■ Description of the task
Reproduce the complete set of records exactly. No picture is to appear in the copy.

Source data Start Marker

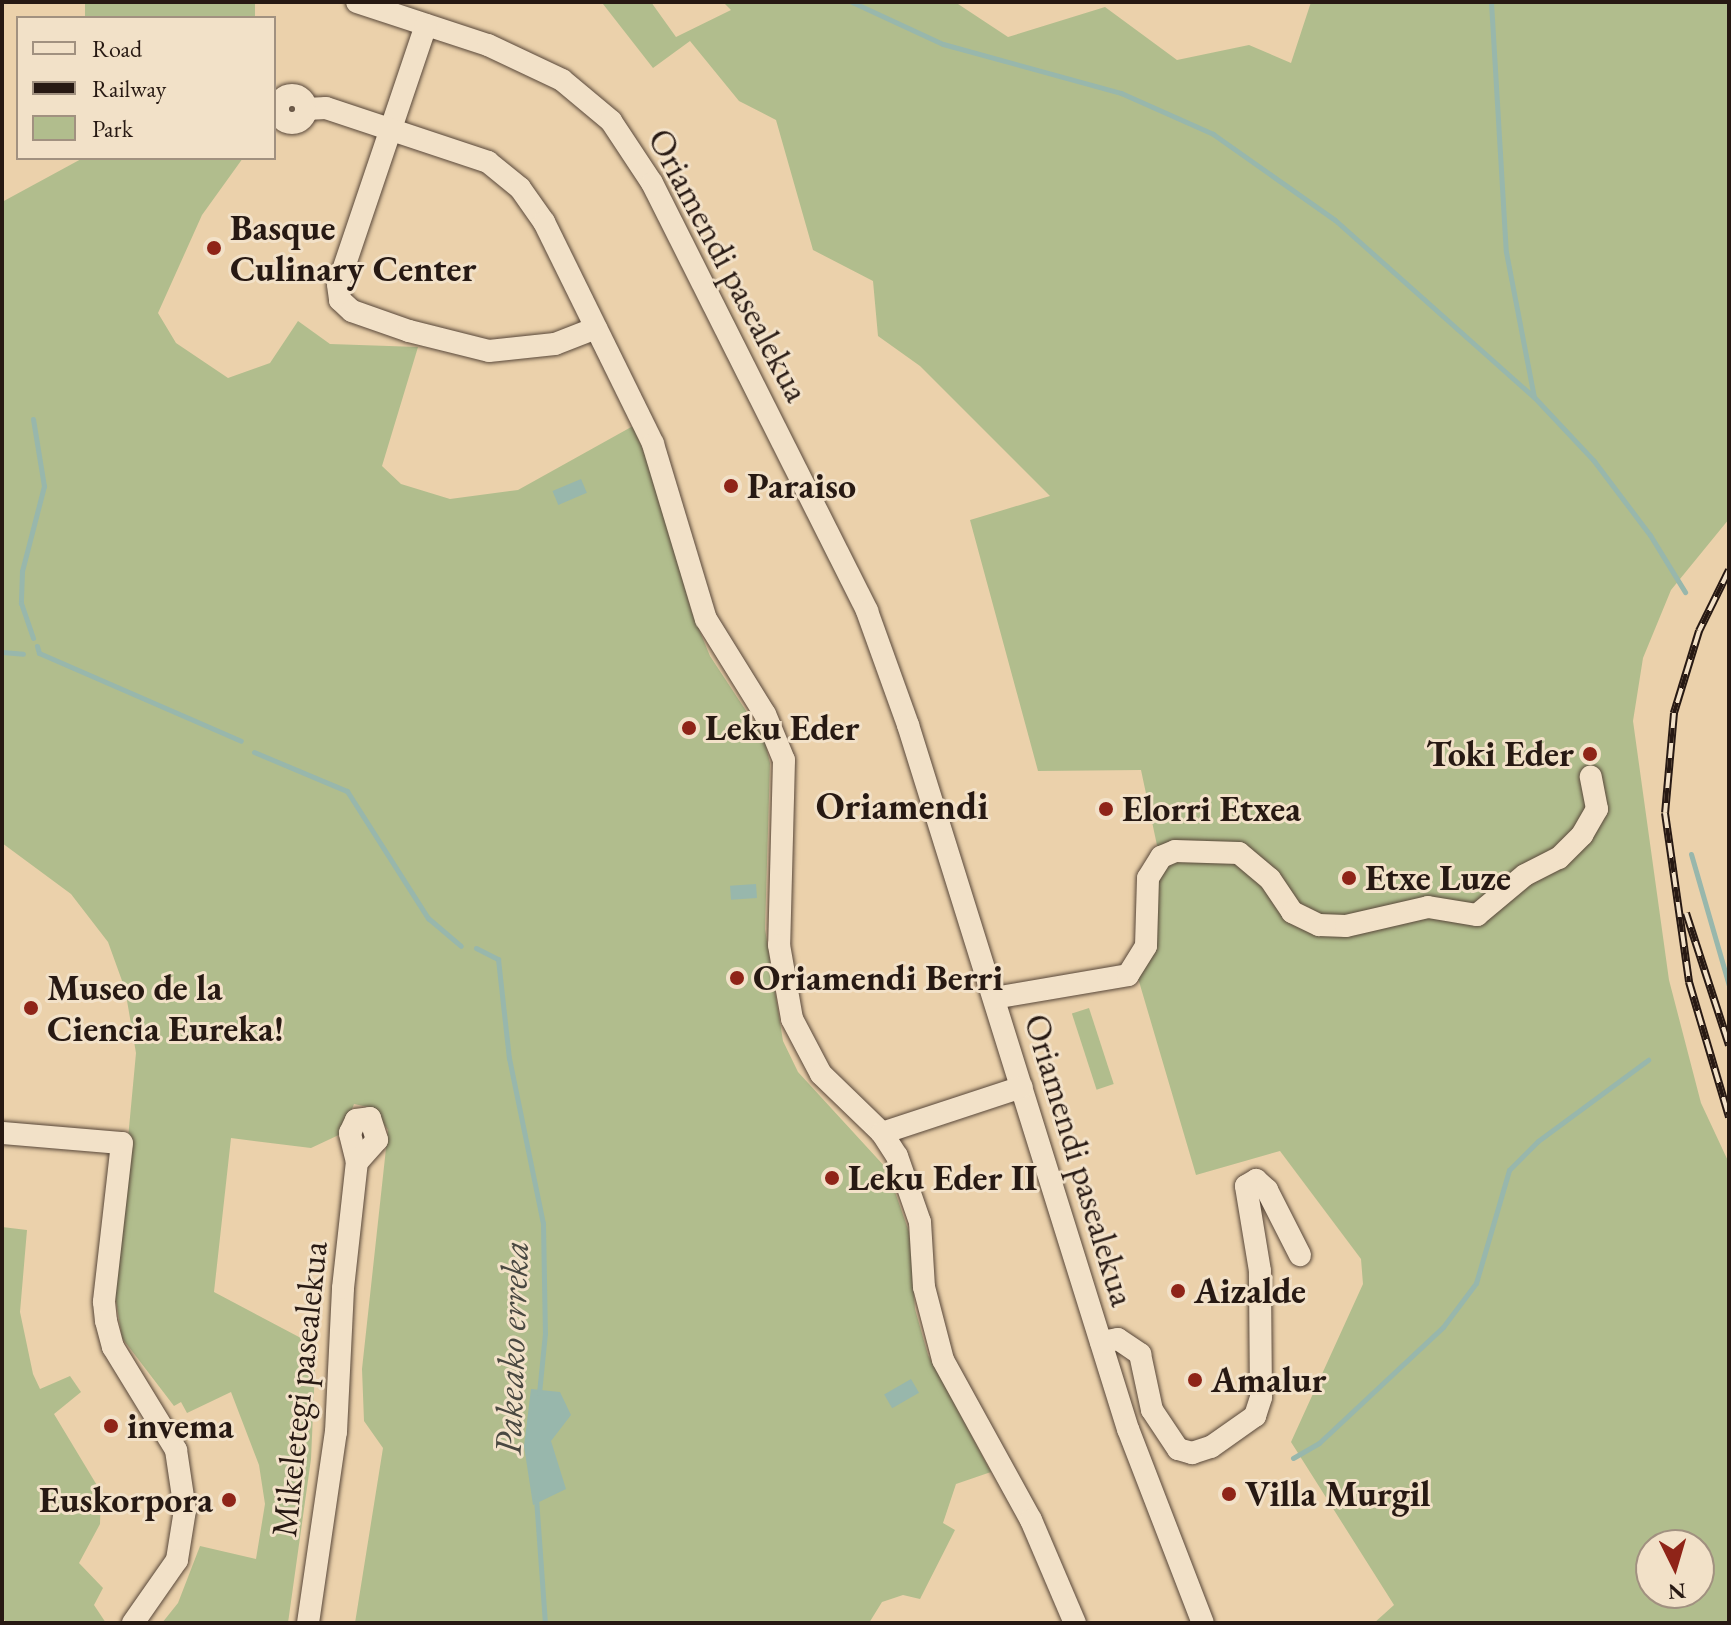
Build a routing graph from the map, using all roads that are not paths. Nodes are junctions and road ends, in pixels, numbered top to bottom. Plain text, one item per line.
1 (357, 2) edge
2 (394, 2) edge
3 (426, 25) junction
4 (499, 37) junction
5 (306, 109) dead end
6 (392, 131) junction
7 (596, 328) junction
8 (867, 611) junction
9 (1591, 777) dead end
10 (994, 998) junction
11 (1022, 1087) junction
12 (2, 1133) edge
13 (882, 1133) junction
14 (357, 1162) dead end
15 (1300, 1255) dead end
16 (1101, 1342) junction
17 (133, 1623) edge
18 (308, 1623) edge
19 (1075, 1623) edge
20 (1203, 1623) edge

1 - 3 street, Oriamendi pasealekua
2 - 3 street
2 - 4 street, Oriamendi pasealekua
3 - 4 street
3 - 6 street
3 - 8 street, Oriamendi pasealekua
4 - 8 street, Oriamendi pasealekua
5 - 6 street
6 - 7 street
6 - 7 street
7 - 13 street
8 - 10 street, Oriamendi pasealekua
9 - 10 street, Oriamendi pasealekua
10 - 11 street, Oriamendi pasealekua
11 - 13 street
11 - 16 street, Oriamendi pasealekua
12 - 17 street
13 - 19 street
14 - 18 street, Mikeletegi pasealekua
15 - 16 street, Oriamendi pasealekua
16 - 20 street, Oriamendi pasealekua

Source data End Marker

■ Your solution
Build a routing graph from the map, using all roads that are not paths. Nodes are junctions and road ends, in pixels, numbered top to bottom. Plain text, one item per line.
1 (357, 2) edge
2 (394, 2) edge
3 (426, 25) junction
4 (499, 37) junction
5 (306, 109) dead end
6 (392, 131) junction
7 (596, 328) junction
8 (867, 611) junction
9 (1591, 777) dead end
10 (994, 998) junction
11 (1022, 1087) junction
12 (2, 1133) edge
13 (882, 1133) junction
14 (357, 1162) dead end
15 (1300, 1255) dead end
16 (1101, 1342) junction
17 (133, 1623) edge
18 (308, 1623) edge
19 (1075, 1623) edge
20 (1203, 1623) edge

1 - 3 street, Oriamendi pasealekua
2 - 3 street
2 - 4 street, Oriamendi pasealekua
3 - 4 street
3 - 6 street
3 - 8 street, Oriamendi pasealekua
4 - 8 street, Oriamendi pasealekua
5 - 6 street
6 - 7 street
6 - 7 street
7 - 13 street
8 - 10 street, Oriamendi pasealekua
9 - 10 street, Oriamendi pasealekua
10 - 11 street, Oriamendi pasealekua
11 - 13 street
11 - 16 street, Oriamendi pasealekua
12 - 17 street
13 - 19 street
14 - 18 street, Mikeletegi pasealekua
15 - 16 street, Oriamendi pasealekua
16 - 20 street, Oriamendi pasealekua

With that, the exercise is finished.